Another aspect touched upon by the aforementioned proposal concerns a particularly thorny issue when it comes to the sharing economy, namely taxation. More precisely, the proposal identifies a threshold of 10,000 euros below which the tax on income generated by platforms will be set at 10 percent, while above this threshold, the income will be cumulated with income from employment or self-employment with application of the corresponding rate. Lastly, in order to encourage the development and spread of the sharing economy, the text also provides for the adoption of specific annual measures to incentivize sharing practices: in particular, the financial resources necessary for such initiatives, will be found through the proceeds of the implementation of the bill and will be allocated to training courses, refresher courses, conferences, congresses or the financing of technological innovation policies.
Despite the fact that, as previously mentioned, no real regulatory interventions on the sector are observed at the EU level, it may be interesting, however, to assess whether and how the contents of the Italian bill, meet the requirements that, according to European Communication COM (2016) 356, should be considered in the development of future national regulations on the sharing economy. A first aspect touched upon by the latter, concerns the requirements for access to the European market, by new entities operating in the collaborative economy: the issuance of special authorizations should be provided only in strictly necessary cases such as the protection of the public interest and therefore, entities such as platforms, should be subject to them only in case they play an active role and not only as an intermediary between different entities. On this front, the proposed Italian law turns out to be aligned, in that in the case of conversion of the law, the establishment of a special authorization process to exercise their sharing activity is foreseen.
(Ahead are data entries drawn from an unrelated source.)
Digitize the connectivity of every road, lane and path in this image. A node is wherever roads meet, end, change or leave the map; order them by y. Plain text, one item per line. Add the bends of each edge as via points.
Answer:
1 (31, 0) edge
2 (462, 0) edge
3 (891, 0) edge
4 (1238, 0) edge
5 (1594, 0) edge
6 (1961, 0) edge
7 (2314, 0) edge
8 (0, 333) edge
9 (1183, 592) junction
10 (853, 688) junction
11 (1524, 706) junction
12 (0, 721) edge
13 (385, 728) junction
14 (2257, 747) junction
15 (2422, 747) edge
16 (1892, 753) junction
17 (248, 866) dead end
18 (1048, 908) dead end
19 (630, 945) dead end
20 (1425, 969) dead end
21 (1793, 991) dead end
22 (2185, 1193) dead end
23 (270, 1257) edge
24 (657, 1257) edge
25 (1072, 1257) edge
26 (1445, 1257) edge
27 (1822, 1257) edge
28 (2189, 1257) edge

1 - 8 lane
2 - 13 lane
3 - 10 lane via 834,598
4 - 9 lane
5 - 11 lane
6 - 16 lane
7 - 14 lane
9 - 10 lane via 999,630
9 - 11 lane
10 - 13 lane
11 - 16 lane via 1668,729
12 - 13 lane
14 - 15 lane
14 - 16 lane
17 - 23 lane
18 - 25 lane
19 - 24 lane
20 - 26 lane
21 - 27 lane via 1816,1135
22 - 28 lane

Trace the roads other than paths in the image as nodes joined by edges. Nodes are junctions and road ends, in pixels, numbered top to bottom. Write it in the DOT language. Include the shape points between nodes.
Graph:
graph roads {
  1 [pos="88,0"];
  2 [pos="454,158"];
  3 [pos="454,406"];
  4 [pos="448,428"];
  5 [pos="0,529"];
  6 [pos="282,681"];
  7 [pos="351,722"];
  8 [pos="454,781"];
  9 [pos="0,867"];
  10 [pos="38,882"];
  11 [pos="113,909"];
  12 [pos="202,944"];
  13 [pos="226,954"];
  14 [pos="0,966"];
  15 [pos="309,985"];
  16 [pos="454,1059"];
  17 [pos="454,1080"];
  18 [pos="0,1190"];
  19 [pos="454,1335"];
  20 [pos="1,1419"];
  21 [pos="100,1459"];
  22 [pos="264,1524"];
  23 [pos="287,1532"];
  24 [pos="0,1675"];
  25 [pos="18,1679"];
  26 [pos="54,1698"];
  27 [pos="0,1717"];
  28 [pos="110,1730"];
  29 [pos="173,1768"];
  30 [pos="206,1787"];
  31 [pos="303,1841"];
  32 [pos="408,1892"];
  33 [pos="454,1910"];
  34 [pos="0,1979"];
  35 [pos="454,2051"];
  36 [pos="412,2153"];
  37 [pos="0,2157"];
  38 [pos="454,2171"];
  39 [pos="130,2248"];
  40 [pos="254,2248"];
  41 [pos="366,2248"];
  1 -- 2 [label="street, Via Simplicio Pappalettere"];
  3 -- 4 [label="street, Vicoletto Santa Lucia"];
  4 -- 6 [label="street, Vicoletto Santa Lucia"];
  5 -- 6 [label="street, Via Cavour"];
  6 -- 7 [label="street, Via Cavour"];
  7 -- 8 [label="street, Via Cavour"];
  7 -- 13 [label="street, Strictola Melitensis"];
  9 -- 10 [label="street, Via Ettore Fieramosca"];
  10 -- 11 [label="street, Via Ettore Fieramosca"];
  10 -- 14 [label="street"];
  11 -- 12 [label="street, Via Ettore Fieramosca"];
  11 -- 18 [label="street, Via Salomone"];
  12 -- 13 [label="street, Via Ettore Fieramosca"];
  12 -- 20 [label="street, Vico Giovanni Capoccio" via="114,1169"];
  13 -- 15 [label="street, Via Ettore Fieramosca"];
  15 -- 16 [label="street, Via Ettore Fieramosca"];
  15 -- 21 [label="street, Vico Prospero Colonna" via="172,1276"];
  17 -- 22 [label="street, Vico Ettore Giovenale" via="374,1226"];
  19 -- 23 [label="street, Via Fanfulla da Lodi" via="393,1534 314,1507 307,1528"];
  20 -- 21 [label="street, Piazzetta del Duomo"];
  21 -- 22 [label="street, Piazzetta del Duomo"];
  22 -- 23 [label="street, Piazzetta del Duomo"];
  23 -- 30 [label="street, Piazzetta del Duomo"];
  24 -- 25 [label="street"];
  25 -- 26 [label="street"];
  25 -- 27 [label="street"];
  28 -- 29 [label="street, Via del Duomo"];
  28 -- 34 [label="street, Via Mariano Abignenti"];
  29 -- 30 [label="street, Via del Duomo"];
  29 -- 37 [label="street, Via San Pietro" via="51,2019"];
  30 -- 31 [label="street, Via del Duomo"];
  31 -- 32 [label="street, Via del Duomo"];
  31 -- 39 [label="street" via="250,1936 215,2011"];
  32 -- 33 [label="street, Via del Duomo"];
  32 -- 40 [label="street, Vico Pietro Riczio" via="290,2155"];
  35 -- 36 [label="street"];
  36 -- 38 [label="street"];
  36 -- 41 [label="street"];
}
As seen, the issue of taxation represents a topic of particular concern, and it will necessarily have to be addressed in order to ensure the proper regulation of collaborative activities: service providers operating on digital platforms will be progressively obliged to be more transparent to users; they will be required to pay taxes as defined by their respective national laws and will also have to cooperate with national authorities to facilitate their collection. On this front as well, the proposal drafted at the national level, would seem to follow what is recommended at the EU level, with the need, however, for further study regarding compliance with the principles of proportionality of taxation provided for in our legal system. To conclude, the document drafted by the Chamber is not, however, without some shortcomings, which would specifically concern the assessment of the adequacy of national labor regulations in light of the new business models proposed by the sharing economy.